## Task:
An identical copy of the data below is needed.

[Source records]
◇ ◇ ◇
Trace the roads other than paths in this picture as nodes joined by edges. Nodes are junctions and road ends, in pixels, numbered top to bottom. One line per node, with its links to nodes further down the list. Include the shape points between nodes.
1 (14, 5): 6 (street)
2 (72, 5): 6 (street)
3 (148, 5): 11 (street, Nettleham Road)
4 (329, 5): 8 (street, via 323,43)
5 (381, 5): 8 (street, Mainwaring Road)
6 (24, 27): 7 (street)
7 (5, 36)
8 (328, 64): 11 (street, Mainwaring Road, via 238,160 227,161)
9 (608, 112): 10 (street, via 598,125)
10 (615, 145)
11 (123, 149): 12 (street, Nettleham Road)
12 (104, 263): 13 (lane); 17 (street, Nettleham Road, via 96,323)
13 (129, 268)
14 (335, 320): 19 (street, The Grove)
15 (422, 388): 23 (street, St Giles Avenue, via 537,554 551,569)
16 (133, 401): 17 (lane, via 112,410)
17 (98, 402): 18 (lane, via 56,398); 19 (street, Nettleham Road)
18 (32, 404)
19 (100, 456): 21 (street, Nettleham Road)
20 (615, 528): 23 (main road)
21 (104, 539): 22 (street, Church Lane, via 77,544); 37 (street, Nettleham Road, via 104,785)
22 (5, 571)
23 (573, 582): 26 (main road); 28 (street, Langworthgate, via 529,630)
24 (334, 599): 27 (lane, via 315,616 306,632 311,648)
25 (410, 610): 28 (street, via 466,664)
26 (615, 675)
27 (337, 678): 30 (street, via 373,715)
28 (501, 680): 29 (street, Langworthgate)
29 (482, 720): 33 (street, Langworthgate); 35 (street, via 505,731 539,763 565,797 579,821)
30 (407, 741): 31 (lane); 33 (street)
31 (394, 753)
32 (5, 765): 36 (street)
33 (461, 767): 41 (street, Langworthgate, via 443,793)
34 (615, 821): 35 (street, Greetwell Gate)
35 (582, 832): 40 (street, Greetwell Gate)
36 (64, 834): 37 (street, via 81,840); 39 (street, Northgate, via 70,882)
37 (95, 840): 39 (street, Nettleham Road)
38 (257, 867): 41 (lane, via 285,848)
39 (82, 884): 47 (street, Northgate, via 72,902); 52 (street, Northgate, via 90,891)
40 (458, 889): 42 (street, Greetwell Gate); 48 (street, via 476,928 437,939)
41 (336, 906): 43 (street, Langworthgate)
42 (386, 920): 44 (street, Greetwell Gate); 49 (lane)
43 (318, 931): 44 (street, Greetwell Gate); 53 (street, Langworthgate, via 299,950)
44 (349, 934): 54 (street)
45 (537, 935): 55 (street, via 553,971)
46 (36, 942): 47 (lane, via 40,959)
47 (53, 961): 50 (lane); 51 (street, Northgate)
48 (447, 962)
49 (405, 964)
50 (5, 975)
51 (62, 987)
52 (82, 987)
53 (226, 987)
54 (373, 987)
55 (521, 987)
◇ ◇ ◇
## Completed task:
Trace the roads other than paths in this picture as nodes joined by edges. Nodes are junctions and road ends, in pixels, numbered top to bottom. One line per node, with its links to nodes further down the list. Include the shape points between nodes.
1 (14, 5): 6 (street)
2 (72, 5): 6 (street)
3 (148, 5): 11 (street, Nettleham Road)
4 (329, 5): 8 (street, via 323,43)
5 (381, 5): 8 (street, Mainwaring Road)
6 (24, 27): 7 (street)
7 (5, 36)
8 (328, 64): 11 (street, Mainwaring Road, via 238,160 227,161)
9 (608, 112): 10 (street, via 598,125)
10 (615, 145)
11 (123, 149): 12 (street, Nettleham Road)
12 (104, 263): 13 (lane); 17 (street, Nettleham Road, via 96,323)
13 (129, 268)
14 (335, 320): 19 (street, The Grove)
15 (422, 388): 23 (street, St Giles Avenue, via 537,554 551,569)
16 (133, 401): 17 (lane, via 112,410)
17 (98, 402): 18 (lane, via 56,398); 19 (street, Nettleham Road)
18 (32, 404)
19 (100, 456): 21 (street, Nettleham Road)
20 (615, 528): 23 (main road)
21 (104, 539): 22 (street, Church Lane, via 77,544); 37 (street, Nettleham Road, via 104,785)
22 (5, 571)
23 (573, 582): 26 (main road); 28 (street, Langworthgate, via 529,630)
24 (334, 599): 27 (lane, via 315,616 306,632 311,648)
25 (410, 610): 28 (street, via 466,664)
26 (615, 675)
27 (337, 678): 30 (street, via 373,715)
28 (501, 680): 29 (street, Langworthgate)
29 (482, 720): 33 (street, Langworthgate); 35 (street, via 505,731 539,763 565,797 579,821)
30 (407, 741): 31 (lane); 33 (street)
31 (394, 753)
32 (5, 765): 36 (street)
33 (461, 767): 41 (street, Langworthgate, via 443,793)
34 (615, 821): 35 (street, Greetwell Gate)
35 (582, 832): 40 (street, Greetwell Gate)
36 (64, 834): 37 (street, via 81,840); 39 (street, Northgate, via 70,882)
37 (95, 840): 39 (street, Nettleham Road)
38 (257, 867): 41 (lane, via 285,848)
39 (82, 884): 47 (street, Northgate, via 72,902); 52 (street, Northgate, via 90,891)
40 (458, 889): 42 (street, Greetwell Gate); 48 (street, via 476,928 437,939)
41 (336, 906): 43 (street, Langworthgate)
42 (386, 920): 44 (street, Greetwell Gate); 49 (lane)
43 (318, 931): 44 (street, Greetwell Gate); 53 (street, Langworthgate, via 299,950)
44 (349, 934): 54 (street)
45 (537, 935): 55 (street, via 553,971)
46 (36, 942): 47 (lane, via 40,959)
47 (53, 961): 50 (lane); 51 (street, Northgate)
48 (447, 962)
49 (405, 964)
50 (5, 975)
51 (62, 987)
52 (82, 987)
53 (226, 987)
54 (373, 987)
55 (521, 987)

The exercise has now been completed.